3.2. Proposed Method

The proposed method identifies types of HW through a two-level weighted ensemble of three CNN models. At the first level, two CNN models form an ensemble system for approximating the output. Each of the CNN models forming this ensemble system strives to perform the waste type detection operation based on different inputs. After determining the output of each of the models forming this ensemble system, at the second level, a proposed composite model uses a CNN to merge the knowledge acquired by the first-level models and determine the final output. Accordingly, the proposed method can be divided into the following three steps:

Image representation;
Local detection based on first-level CNN models;
The final output will be determined based on the aggregation of results by the second-level CNN.

The structure of the proposed method is depicted in Figure 2. This method attempts to create an efficient system for accurately identifying types of HW through the collaboration of three CNN models. Each of these learning models processes a specific set of image-descriptive features to perform the learning and detection operation locally and then globally based on it. The first two CNN models form an ensemble system for the initial approximation of the target category. In this ensemble system, the first CNN model accepts the input image in the RGB color system as its input, while the second CNN model performs image analysis through the features extracted by the MLBP strategy. Each of these CNN models independently learns the patterns of HW detection in RGB images and MLBP matrices and strives to utilize the acquired knowledge to detect the type of waste in new samples.

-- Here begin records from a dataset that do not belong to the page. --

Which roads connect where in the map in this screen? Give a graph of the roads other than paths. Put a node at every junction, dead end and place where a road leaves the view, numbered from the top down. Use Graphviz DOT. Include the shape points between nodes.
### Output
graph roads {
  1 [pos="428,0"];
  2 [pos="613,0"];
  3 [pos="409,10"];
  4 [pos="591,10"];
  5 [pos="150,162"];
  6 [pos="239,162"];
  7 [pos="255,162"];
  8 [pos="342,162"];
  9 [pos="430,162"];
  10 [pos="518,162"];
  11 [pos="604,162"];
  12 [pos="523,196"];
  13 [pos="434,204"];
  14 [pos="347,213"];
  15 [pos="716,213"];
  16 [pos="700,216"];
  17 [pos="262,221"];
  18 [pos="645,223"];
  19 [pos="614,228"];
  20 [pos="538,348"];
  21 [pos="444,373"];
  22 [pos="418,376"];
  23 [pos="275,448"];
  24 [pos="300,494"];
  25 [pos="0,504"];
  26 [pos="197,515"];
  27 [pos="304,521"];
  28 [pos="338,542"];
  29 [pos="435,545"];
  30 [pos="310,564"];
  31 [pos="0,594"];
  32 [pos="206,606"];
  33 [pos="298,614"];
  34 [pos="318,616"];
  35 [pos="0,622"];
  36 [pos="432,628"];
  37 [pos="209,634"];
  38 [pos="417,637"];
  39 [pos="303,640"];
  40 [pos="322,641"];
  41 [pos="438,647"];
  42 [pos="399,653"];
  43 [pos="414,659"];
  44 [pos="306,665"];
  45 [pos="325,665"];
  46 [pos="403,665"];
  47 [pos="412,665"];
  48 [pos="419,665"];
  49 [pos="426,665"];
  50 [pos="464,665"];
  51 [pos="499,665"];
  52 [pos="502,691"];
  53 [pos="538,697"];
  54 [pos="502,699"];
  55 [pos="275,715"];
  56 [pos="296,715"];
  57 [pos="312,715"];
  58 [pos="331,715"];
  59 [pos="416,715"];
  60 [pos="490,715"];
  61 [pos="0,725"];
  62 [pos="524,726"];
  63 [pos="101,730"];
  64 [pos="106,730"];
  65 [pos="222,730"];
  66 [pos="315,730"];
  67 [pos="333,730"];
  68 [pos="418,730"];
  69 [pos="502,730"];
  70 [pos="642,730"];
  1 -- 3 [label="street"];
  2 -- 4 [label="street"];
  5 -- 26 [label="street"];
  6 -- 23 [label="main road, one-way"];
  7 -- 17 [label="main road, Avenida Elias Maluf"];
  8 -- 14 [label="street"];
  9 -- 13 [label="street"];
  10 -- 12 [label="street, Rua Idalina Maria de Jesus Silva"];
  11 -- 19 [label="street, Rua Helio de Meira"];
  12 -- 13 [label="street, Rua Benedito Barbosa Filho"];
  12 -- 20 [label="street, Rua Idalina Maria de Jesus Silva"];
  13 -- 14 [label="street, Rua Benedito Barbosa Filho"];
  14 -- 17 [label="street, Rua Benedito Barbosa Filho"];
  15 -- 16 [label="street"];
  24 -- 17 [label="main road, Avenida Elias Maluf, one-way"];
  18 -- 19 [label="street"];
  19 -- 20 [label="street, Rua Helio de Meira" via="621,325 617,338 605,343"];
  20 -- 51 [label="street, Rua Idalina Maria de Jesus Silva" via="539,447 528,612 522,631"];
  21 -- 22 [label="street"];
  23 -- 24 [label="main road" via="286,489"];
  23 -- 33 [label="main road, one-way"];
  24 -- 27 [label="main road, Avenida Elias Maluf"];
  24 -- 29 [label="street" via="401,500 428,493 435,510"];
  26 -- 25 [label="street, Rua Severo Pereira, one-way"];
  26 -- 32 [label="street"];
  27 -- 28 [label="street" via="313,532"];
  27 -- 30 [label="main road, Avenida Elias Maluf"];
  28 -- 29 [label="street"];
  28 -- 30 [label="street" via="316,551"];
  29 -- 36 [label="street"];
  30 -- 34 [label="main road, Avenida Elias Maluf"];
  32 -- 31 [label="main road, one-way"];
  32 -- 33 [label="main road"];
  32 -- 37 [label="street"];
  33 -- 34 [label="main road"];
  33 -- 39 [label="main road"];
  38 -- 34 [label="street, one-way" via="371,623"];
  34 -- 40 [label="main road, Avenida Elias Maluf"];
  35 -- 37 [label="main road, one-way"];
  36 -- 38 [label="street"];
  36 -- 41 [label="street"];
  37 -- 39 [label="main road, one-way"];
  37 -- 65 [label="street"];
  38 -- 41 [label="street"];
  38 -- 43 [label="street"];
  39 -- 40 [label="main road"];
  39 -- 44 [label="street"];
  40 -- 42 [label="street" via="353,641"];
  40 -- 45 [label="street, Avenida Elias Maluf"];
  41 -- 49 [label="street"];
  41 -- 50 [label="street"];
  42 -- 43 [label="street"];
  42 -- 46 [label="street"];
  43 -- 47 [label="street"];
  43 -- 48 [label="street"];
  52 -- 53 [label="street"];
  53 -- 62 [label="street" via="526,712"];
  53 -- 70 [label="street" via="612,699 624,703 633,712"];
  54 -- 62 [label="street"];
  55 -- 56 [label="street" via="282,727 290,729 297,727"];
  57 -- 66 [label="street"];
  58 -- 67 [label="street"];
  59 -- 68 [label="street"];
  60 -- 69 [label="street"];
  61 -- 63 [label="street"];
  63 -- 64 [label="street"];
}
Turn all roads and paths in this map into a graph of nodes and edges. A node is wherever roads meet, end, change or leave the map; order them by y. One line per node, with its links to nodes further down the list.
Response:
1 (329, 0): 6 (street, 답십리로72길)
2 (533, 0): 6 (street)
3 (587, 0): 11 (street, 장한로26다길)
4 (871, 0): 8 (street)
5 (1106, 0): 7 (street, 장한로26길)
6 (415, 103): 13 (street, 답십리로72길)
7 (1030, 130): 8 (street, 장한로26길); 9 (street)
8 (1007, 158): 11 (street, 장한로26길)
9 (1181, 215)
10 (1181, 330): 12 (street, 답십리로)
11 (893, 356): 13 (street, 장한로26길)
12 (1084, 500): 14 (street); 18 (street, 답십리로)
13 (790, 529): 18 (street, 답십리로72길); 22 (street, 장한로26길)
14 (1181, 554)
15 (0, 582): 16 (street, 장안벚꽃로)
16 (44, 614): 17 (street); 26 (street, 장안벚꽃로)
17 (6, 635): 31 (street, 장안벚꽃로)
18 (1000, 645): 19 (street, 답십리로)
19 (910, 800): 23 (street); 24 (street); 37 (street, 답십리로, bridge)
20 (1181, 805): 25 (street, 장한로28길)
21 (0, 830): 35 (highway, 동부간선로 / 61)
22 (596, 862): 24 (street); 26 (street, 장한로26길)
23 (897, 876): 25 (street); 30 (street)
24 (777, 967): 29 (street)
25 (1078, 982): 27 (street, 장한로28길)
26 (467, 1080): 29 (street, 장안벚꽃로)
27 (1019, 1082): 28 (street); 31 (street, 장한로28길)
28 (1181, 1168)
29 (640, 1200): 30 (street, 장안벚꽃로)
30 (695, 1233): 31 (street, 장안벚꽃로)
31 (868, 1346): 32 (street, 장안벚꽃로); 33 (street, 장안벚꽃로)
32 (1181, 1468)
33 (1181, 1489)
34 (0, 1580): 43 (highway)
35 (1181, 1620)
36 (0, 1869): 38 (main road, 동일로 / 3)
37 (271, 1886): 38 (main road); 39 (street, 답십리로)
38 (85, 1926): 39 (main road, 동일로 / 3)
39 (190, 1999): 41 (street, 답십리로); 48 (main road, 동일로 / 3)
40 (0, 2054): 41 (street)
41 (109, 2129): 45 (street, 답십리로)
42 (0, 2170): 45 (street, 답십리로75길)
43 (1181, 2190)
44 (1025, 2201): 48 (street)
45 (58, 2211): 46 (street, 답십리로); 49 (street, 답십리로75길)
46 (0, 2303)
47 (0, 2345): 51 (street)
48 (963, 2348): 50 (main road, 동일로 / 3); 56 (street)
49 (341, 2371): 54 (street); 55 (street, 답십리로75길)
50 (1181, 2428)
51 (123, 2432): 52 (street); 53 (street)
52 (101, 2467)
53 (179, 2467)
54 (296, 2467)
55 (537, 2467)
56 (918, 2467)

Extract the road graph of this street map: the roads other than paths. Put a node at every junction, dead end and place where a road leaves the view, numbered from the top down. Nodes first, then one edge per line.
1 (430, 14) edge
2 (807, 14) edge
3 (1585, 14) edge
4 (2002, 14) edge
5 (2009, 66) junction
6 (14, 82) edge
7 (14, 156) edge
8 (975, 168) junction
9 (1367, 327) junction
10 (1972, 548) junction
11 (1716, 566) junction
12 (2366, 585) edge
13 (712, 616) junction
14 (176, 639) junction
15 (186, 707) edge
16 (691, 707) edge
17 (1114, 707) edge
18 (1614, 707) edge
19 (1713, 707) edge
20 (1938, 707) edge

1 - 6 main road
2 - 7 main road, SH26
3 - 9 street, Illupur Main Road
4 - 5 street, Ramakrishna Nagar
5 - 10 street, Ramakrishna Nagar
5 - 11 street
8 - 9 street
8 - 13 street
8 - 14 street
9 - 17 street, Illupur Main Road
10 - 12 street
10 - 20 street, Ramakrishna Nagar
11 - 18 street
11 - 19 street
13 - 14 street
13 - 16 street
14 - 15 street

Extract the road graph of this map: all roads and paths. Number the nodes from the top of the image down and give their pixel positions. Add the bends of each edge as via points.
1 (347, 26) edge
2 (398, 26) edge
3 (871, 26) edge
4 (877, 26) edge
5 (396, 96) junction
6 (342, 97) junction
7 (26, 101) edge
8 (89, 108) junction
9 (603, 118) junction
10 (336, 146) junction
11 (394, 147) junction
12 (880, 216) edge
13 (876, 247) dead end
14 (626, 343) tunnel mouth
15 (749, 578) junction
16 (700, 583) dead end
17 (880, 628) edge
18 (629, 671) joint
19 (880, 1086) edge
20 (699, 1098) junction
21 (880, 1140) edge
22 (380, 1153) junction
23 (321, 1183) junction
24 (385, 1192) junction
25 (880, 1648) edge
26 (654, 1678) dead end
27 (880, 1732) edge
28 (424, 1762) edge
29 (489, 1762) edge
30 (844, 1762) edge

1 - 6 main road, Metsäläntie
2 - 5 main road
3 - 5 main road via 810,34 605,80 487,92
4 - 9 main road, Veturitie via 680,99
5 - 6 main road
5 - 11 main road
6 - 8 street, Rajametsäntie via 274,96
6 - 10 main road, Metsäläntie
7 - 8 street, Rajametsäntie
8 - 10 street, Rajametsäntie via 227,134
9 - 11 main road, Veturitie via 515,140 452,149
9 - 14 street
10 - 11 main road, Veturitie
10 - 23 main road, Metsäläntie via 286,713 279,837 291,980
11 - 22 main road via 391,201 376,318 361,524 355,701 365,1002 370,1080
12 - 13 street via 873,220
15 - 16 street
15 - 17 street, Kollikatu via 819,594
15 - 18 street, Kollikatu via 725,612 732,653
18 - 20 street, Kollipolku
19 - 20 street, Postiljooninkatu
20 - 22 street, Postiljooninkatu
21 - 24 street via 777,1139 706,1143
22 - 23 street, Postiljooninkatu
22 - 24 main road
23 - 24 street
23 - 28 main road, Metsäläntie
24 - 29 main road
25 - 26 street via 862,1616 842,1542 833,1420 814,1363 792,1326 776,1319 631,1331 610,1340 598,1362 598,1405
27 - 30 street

As depicted in Figure 2, each of the CNN models in the first-level ensemble system describes the type of waste for each input sample in the form of a posterior probability vector. At the second level, the proposed composite model utilizes an independent CNN to combine these vectors and determine the system’s final output based on them. This CNN model, in addition to the posterior probability vectors produced by the two first-level CNN models, receives the feature maps extracted through them as input and performs the final system output detection based on the integration of these four feature sets. Replacing common strategies in ensemble systems (such as voting and averaging) with a CNN model for the problem of detecting types of HW has its advantages. The diversity of target categories and the performance difference of learning models make it impossible to effectively use the common strategies mentioned for this problem. Employing a high-level learning model to combine the results of the lower-level CNN models can effectively overcome these limitations. As shown in Figure 2, each CNN uses the SA algorithm to adjust its hyperparameters. In this case, the SA algorithm determines the optimal values for the hyperparameters of the convolution and pooling layers of each CNN model, such that based on the resulting configuration, the model’s validation error can be minimized.

3.2.1. Image Representation

The proposed method begins by creating the necessary inputs for each of the CNN models in the first-level ensemble system. This ensemble system includes 2 CNN models, each receiving image features in a different format. The first CNN model (shown as CNN_RGB in Figure 2) receives the input image without any changes in a matrix format with dimensions 100 × 100. The second model (CNN_MLBP) is fed through a matrix organized based on MLBP.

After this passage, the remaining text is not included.